Segment Start: MATERIAL SUPPLIED
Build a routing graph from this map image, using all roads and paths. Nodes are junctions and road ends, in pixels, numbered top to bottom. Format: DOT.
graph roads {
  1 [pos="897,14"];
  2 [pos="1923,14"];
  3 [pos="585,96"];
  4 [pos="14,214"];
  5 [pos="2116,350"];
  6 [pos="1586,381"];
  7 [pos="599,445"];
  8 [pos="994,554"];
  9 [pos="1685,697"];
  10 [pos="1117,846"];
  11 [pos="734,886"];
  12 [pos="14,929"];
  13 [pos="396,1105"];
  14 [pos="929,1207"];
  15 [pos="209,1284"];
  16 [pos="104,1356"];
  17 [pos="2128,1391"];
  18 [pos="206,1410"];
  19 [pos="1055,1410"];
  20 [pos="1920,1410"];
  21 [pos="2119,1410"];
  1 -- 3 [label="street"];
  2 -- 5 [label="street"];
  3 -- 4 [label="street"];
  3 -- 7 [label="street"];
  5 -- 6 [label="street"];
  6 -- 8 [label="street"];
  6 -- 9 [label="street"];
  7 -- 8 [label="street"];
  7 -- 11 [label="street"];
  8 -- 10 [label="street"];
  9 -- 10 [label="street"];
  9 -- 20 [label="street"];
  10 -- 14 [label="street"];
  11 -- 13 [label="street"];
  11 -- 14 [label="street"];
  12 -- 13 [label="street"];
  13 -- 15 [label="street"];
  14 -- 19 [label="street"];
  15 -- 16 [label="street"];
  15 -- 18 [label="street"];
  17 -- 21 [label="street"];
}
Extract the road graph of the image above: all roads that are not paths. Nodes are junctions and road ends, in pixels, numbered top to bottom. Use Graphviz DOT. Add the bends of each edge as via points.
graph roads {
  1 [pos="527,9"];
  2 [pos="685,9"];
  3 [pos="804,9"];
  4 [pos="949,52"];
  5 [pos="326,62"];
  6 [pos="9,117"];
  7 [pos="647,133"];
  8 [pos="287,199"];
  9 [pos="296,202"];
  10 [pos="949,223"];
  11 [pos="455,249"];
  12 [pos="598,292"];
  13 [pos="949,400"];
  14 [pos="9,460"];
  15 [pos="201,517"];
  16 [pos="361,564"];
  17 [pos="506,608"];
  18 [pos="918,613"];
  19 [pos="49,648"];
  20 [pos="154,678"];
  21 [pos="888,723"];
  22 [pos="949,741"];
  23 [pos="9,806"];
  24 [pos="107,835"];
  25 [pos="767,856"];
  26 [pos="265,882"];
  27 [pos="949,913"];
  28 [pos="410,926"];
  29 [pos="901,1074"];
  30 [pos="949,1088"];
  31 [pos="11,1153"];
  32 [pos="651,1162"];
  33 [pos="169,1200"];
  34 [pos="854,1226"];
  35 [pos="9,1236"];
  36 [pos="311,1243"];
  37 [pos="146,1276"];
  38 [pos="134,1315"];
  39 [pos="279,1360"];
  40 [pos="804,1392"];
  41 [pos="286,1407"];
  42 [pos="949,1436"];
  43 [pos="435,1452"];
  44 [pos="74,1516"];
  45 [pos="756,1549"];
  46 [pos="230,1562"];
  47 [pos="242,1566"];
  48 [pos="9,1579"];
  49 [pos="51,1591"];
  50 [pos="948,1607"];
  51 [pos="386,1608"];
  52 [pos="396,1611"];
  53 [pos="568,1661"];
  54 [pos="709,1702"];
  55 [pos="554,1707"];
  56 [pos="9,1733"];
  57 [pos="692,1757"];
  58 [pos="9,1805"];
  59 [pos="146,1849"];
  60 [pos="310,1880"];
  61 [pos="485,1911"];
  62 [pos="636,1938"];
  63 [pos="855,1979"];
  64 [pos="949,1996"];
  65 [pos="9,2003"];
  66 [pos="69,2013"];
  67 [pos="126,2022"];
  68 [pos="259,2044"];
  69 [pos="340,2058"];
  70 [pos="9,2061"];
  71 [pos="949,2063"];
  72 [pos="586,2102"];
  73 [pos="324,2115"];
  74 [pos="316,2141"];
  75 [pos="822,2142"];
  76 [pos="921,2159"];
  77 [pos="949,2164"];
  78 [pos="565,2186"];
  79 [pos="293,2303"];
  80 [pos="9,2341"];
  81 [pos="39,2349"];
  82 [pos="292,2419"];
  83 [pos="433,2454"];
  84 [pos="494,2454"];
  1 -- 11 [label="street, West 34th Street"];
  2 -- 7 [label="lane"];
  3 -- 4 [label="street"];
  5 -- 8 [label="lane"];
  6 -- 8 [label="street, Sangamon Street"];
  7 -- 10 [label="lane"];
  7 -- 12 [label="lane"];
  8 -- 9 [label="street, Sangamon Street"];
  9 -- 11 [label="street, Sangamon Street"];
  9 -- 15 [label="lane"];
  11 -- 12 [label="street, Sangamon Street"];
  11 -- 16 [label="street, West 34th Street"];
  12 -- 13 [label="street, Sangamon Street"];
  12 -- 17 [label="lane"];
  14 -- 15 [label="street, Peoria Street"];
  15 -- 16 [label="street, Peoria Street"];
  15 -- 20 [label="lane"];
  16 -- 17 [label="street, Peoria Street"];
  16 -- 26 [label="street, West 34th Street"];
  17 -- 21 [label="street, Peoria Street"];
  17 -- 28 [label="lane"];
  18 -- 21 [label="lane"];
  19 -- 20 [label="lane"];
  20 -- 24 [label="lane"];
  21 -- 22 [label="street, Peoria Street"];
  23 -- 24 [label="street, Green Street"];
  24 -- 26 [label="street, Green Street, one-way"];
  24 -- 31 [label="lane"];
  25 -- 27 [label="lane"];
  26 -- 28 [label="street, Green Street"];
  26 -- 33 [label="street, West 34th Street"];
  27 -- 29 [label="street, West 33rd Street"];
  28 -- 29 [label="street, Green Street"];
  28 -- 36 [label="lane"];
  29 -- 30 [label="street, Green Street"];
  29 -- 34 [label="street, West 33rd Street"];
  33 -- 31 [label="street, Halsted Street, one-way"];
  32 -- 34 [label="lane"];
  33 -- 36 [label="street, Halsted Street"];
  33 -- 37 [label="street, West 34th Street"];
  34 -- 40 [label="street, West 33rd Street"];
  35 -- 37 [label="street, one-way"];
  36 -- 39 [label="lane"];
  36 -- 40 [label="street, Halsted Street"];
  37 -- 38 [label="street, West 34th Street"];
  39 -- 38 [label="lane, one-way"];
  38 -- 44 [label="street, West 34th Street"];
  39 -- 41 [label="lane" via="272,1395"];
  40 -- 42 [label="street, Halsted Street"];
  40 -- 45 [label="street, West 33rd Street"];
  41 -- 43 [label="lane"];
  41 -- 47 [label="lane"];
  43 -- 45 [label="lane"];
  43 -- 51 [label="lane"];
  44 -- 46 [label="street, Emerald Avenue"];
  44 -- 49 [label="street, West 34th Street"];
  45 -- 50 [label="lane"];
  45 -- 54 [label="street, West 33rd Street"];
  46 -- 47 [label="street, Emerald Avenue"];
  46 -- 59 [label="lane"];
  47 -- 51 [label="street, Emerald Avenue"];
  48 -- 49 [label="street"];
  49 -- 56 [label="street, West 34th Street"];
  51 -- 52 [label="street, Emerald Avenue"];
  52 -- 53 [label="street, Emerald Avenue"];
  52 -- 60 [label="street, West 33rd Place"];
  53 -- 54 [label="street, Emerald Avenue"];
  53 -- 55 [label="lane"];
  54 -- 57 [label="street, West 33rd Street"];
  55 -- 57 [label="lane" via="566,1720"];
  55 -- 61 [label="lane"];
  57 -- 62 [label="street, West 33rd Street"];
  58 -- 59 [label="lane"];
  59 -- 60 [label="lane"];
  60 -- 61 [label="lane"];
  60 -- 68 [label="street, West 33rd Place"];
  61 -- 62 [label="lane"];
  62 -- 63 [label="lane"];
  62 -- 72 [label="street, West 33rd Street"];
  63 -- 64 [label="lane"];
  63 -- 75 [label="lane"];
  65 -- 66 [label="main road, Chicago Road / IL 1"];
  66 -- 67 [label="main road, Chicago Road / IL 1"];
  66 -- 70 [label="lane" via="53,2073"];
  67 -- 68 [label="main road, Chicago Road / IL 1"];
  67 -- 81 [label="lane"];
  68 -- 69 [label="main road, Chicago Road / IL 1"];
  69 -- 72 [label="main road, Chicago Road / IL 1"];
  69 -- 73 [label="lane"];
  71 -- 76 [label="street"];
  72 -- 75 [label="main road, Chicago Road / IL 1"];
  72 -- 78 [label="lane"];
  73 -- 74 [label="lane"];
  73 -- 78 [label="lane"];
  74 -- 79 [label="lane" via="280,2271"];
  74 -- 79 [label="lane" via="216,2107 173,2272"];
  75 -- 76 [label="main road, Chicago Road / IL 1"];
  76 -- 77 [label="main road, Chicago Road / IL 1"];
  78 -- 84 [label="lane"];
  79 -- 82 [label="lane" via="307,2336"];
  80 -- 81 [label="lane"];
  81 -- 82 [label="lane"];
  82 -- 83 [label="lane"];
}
Segment End: MATERIAL SUPPLIED
* **WHAT YOU NEED TO DO**
Count the lines holding the word "Halsted" in this material. Reply with the number and nothing else.

* **TASK ANSWER**
4